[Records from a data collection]
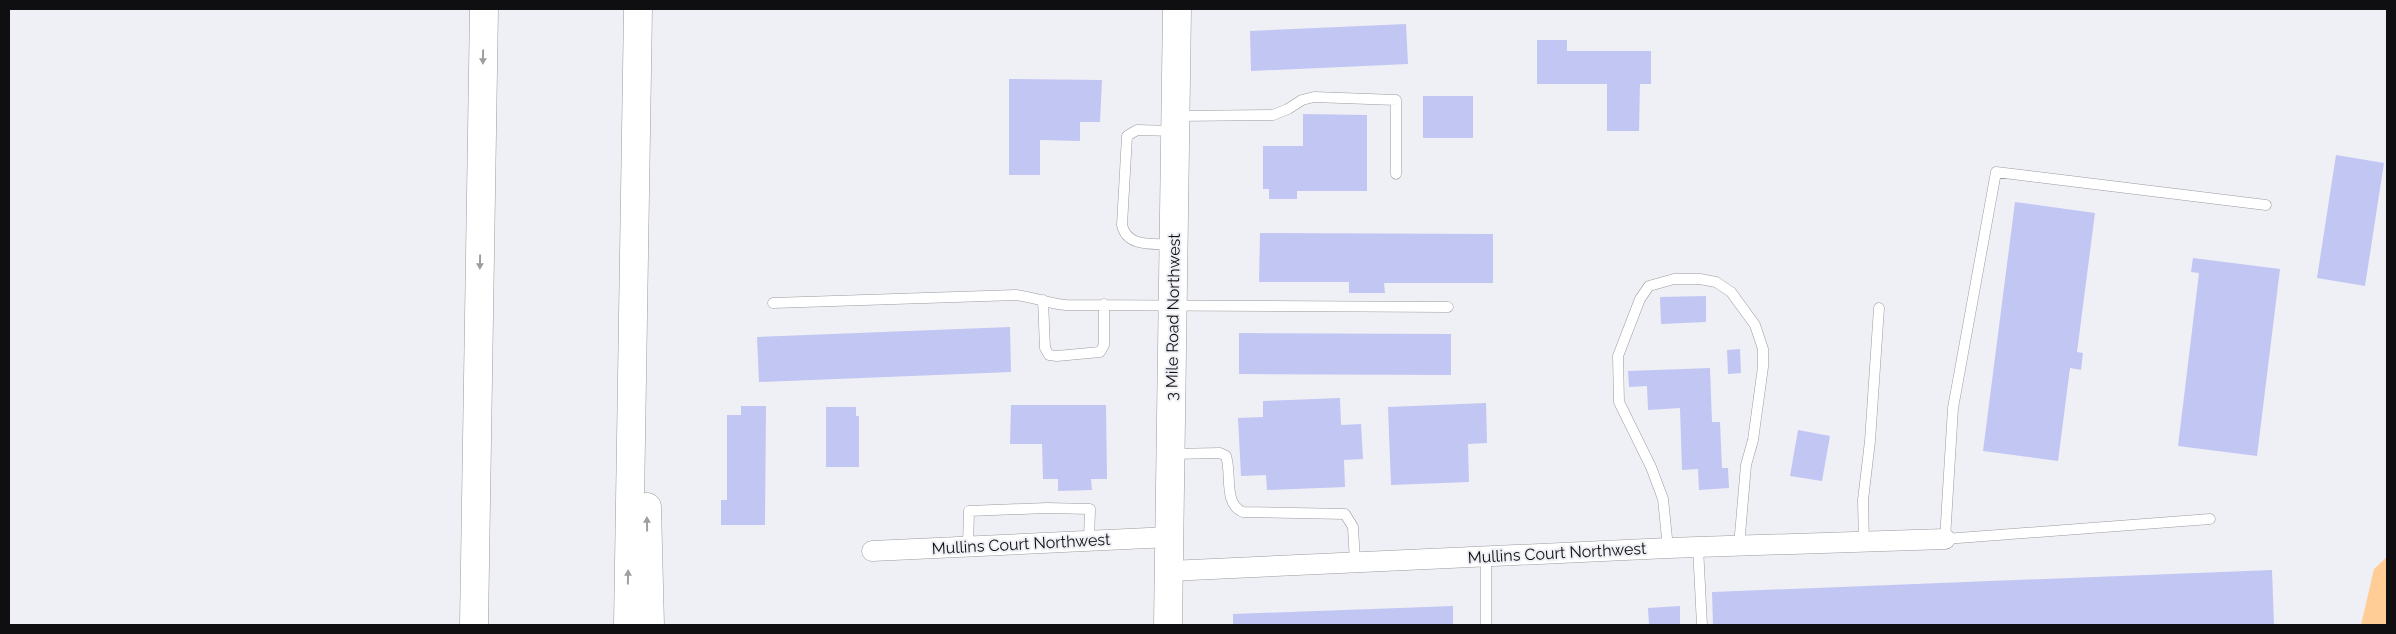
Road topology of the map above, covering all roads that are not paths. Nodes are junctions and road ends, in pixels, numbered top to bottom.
1 (484, 9) edge
2 (638, 9) edge
3 (1176, 9) edge
4 (637, 39) junction
5 (1175, 123) junction
6 (1396, 174) dead end
7 (2266, 206) dead end
8 (1174, 245) junction
9 (1043, 300) junction
10 (773, 303) dead end
11 (1104, 304) junction
12 (1173, 304) junction
13 (1448, 307) dead end
14 (1879, 308) dead end
15 (477, 439) junction
16 (1171, 454) junction
17 (2210, 519) dead end
18 (1170, 537) junction
19 (1945, 539) junction
20 (1089, 541) junction
21 (1864, 543) junction
22 (968, 546) junction
23 (1739, 546) junction
24 (1698, 547) junction
25 (1668, 548) junction
26 (872, 551) dead end
27 (1486, 556) junction
28 (1355, 562) junction
29 (1169, 571) junction
30 (463, 625) edge
31 (474, 625) edge
32 (628, 625) edge
33 (650, 625) edge
34 (1168, 625) edge
35 (1486, 625) edge
36 (1702, 625) edge

1 -> 15 main road
2 - 4 main road
3 - 5 main road, 3 Mile Road Northwest
32 -> 4 main road
33 -> 4 main road
5 - 6 lane
5 - 8 main road, 3 Mile Road Northwest
5 - 8 lane
7 - 19 lane
8 - 12 main road, 3 Mile Road Northwest
9 - 10 lane
9 - 11 lane
9 - 11 lane
11 - 12 lane
12 - 13 lane
12 - 16 main road, 3 Mile Road Northwest
14 - 21 lane
15 - 30 main road
15 - 31 main road
16 - 18 main road, 3 Mile Road Northwest
16 - 28 lane
17 - 19 lane
18 - 20 street, Mullins Court Northwest
18 - 29 main road, 3 Mile Road Northwest
19 - 21 street, Mullins Court Northwest
20 - 22 street, Mullins Court Northwest
20 - 22 lane
21 - 23 street, Mullins Court Northwest
22 - 26 street, Mullins Court Northwest
23 - 24 street, Mullins Court Northwest
23 - 25 lane
24 - 25 street, Mullins Court Northwest
24 - 36 lane
25 - 27 street, Mullins Court Northwest
27 - 28 street, Mullins Court Northwest
27 - 35 lane
28 - 29 street, Mullins Court Northwest
29 - 34 main road, 3 Mile Road Northwest

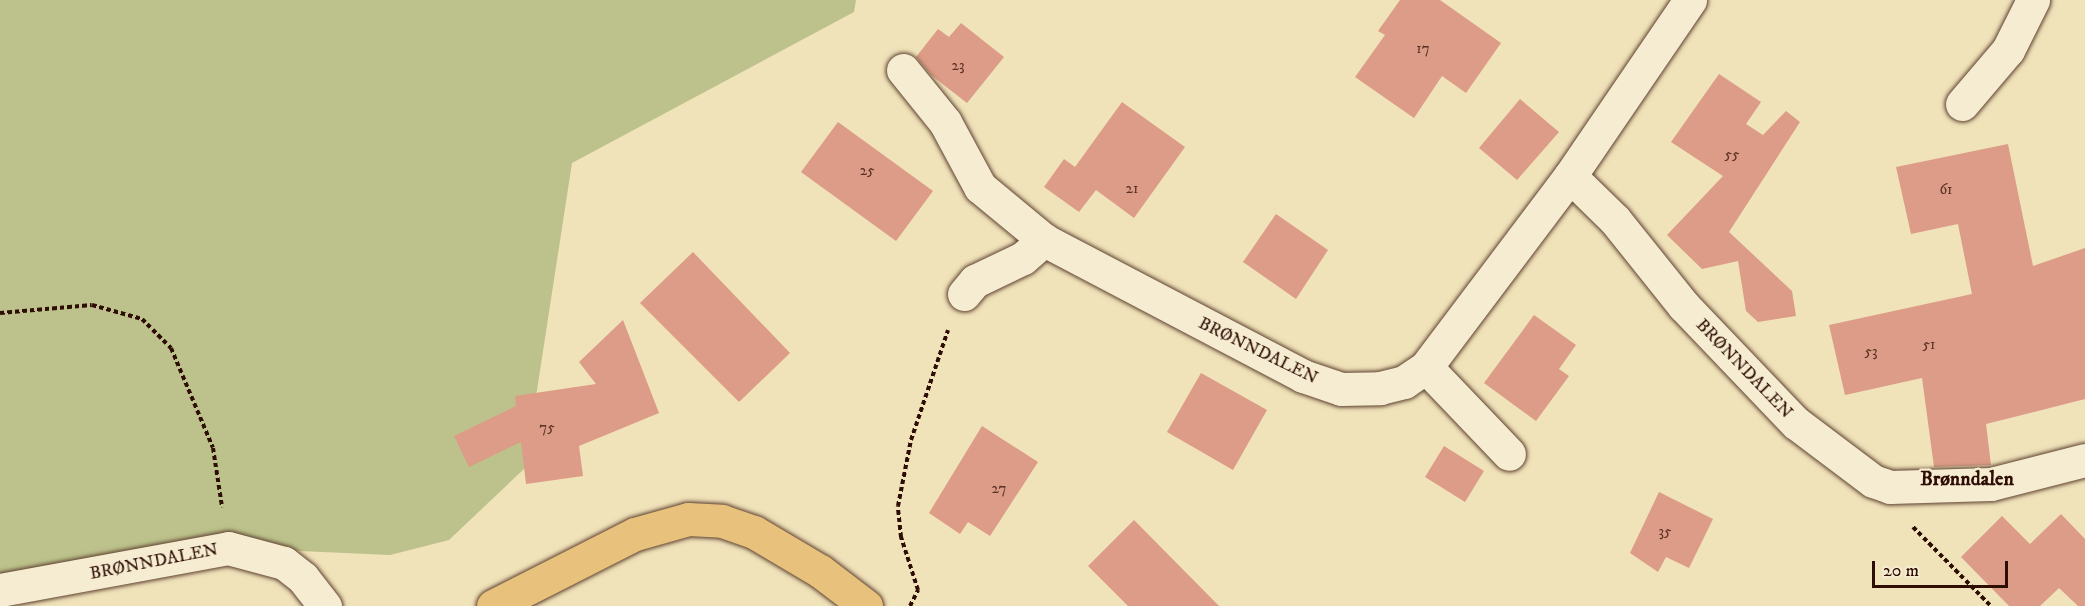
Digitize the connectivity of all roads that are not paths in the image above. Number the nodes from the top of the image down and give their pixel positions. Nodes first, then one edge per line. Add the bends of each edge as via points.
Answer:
1 (1690, 0) edge
2 (2033, 0) edge
3 (903, 70) dead end
4 (1962, 104) dead end
5 (1570, 176) junction
6 (1044, 240) junction
7 (964, 294) road end
8 (1426, 367) junction
9 (1509, 454) dead end
10 (2085, 460) edge
11 (0, 590) edge
12 (325, 606) edge
13 (493, 606) edge
14 (866, 606) edge

1 - 5 street, BRØNNDALEN
2 - 4 street via 2008,50
3 - 6 street, BRØNNDALEN via 945,122 980,187
5 - 8 street, BRØNNDALEN
5 - 10 street, BRØNNDALEN via 1615,220 1684,306 1796,423 1873,481 1890,488 1991,484
6 - 7 street via 1023,258 975,281
6 - 8 street, BRØNNDALEN via 1304,376 1341,389 1404,382
8 - 9 street
11 - 12 street, BRØNNDALEN via 228,548 284,563 303,578
13 - 14 main road via 635,534 688,519 722,521 754,532 820,571

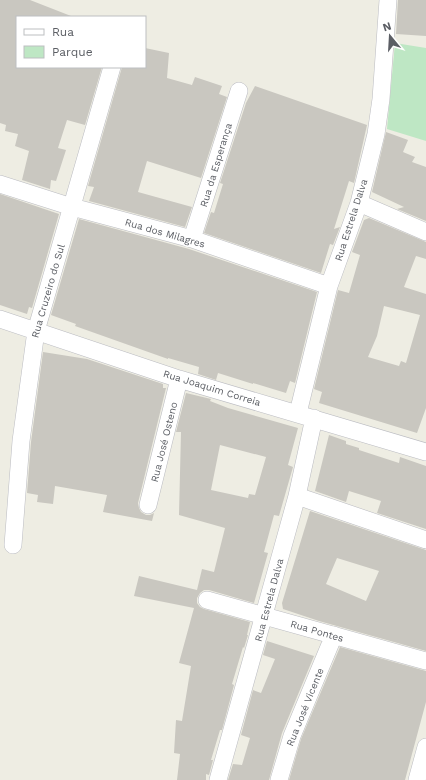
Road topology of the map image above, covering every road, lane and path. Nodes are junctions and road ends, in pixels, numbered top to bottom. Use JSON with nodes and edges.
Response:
{"nodes":[{"id":1,"x":388,"y":0,"type":"edge"},
{"id":2,"x":112,"y":68,"type":"edge"},
{"id":3,"x":239,"y":91,"type":"dead end"},
{"id":4,"x":0,"y":184,"type":"edge"},
{"id":5,"x":359,"y":203,"type":"junction"},
{"id":6,"x":72,"y":207,"type":"junction"},
{"id":7,"x":426,"y":232,"type":"edge"},
{"id":8,"x":192,"y":239,"type":"junction"},
{"id":9,"x":329,"y":286,"type":"junction"},
{"id":10,"x":0,"y":319,"type":"edge"},
{"id":11,"x":36,"y":331,"type":"junction"},
{"id":12,"x":180,"y":379,"type":"junction"},
{"id":13,"x":306,"y":415,"type":"junction"},
{"id":14,"x":426,"y":451,"type":"edge"},
{"id":15,"x":297,"y":496,"type":"junction"},
{"id":16,"x":148,"y":505,"type":"dead end"},
{"id":17,"x":426,"y":540,"type":"edge"},
{"id":18,"x":13,"y":545,"type":"dead end"},
{"id":19,"x":207,"y":600,"type":"dead end"},
{"id":20,"x":264,"y":616,"type":"junction"},
{"id":21,"x":334,"y":635,"type":"junction"},
{"id":22,"x":426,"y":661,"type":"edge"},
{"id":23,"x":426,"y":748,"type":"edge"},
{"id":24,"x":218,"y":780,"type":"edge"},
{"id":25,"x":279,"y":780,"type":"edge"},
{"id":26,"x":417,"y":780,"type":"edge"}],
"edges":[{"from":1,"to":5,"type":"street","name":"Rua Estrela Dalva"},
{"from":2,"to":6,"type":"street","name":"Rua Cruzeiro do Sul"},
{"from":3,"to":8,"type":"street","name":"Rua da Esperança"},
{"from":4,"to":6,"type":"street","name":"Rua dos Milagres"},
{"from":5,"to":7,"type":"street"},
{"from":5,"to":9,"type":"street","name":"Rua Estrela Dalva"},
{"from":6,"to":8,"type":"street","name":"Rua dos Milagres"},
{"from":6,"to":11,"type":"street","name":"Rua Cruzeiro do Sul"},
{"from":8,"to":9,"type":"street","name":"Rua dos Milagres"},
{"from":9,"to":13,"type":"street","name":"Rua Estrela Dalva"},
{"from":10,"to":11,"type":"street","name":"Rua Joaquim Correia"},
{"from":11,"to":12,"type":"street","name":"Rua Joaquim Correia"},
{"from":11,"to":18,"type":"street","name":"Rua Cruzeiro do Sul"},
{"from":12,"to":13,"type":"street","name":"Rua Joaquim Correia"},
{"from":12,"to":16,"type":"street","name":"Rua José Osteno"},
{"from":13,"to":14,"type":"street","name":"Rua Joaquim Correia"},
{"from":13,"to":15,"type":"street","name":"Rua Estrela Dalva"},
{"from":15,"to":17,"type":"street"},
{"from":15,"to":20,"type":"street","name":"Rua Estrela Dalva"},
{"from":19,"to":20,"type":"street","name":"Rua Pontes"},
{"from":20,"to":21,"type":"street","name":"Rua Pontes"},
{"from":20,"to":24,"type":"street","name":"Rua Estrela Dalva"},
{"from":21,"to":22,"type":"street","name":"Rua Pontes"},
{"from":21,"to":25,"type":"street","name":"Rua José Vicente"},
{"from":23,"to":26,"type":"street"}]}
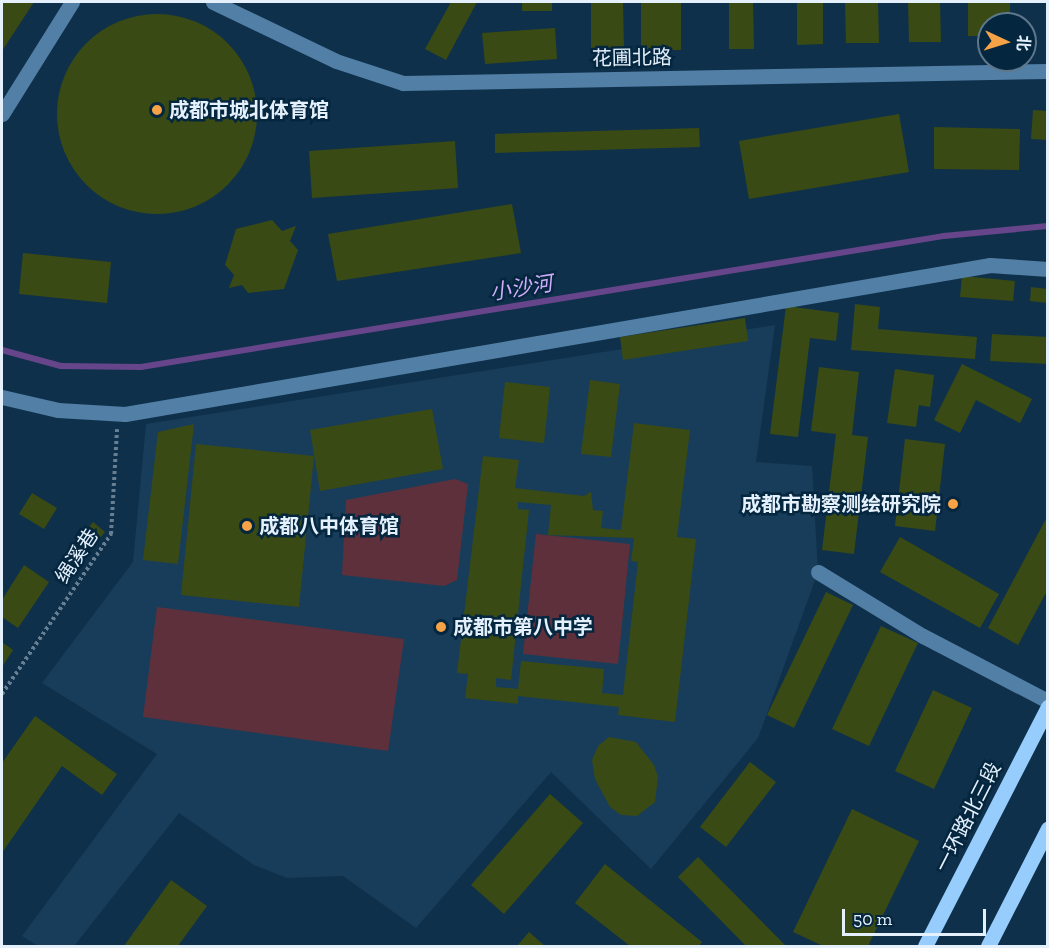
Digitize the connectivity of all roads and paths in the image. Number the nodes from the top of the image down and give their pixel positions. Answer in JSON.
{"nodes":[{"id":1,"x":72,"y":2,"type":"edge"},
{"id":2,"x":213,"y":2,"type":"edge"},
{"id":3,"x":235,"y":5,"type":"edge"},
{"id":4,"x":1047,"y":71,"type":"edge"},
{"id":5,"x":2,"y":114,"type":"edge"},
{"id":6,"x":1047,"y":269,"type":"edge"},
{"id":7,"x":2,"y":397,"type":"edge"},
{"id":8,"x":118,"y":413,"type":"junction"},
{"id":9,"x":818,"y":572,"type":"dead end"},
{"id":10,"x":2,"y":694,"type":"edge"},
{"id":11,"x":1047,"y":701,"type":"edge"},
{"id":12,"x":1047,"y":707,"type":"edge"},
{"id":13,"x":1047,"y":828,"type":"edge"},
{"id":14,"x":925,"y":946,"type":"edge"},
{"id":15,"x":988,"y":946,"type":"edge"}],
"edges":[{"from":1,"to":5,"type":"street"},
{"from":2,"to":3,"type":"street","name":"花圃北路"},
{"from":3,"to":4,"type":"street","name":"花圃北路"},
{"from":6,"to":8,"type":"street"},
{"from":7,"to":8,"type":"street"},
{"from":8,"to":10,"type":"path","name":"绳溪巷"},
{"from":9,"to":11,"type":"street"},
{"from":12,"to":14,"type":"main road","name":"一环路北三段"},
{"from":13,"to":15,"type":"main road"}]}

Try it: Report every line in the data that holds "Cruzeiro", copying each one.

Result below:
{"from":2,"to":6,"type":"street","name":"Rua Cruzeiro do Sul"},
{"from":6,"to":11,"type":"street","name":"Rua Cruzeiro do Sul"},
{"from":11,"to":18,"type":"street","name":"Rua Cruzeiro do Sul"},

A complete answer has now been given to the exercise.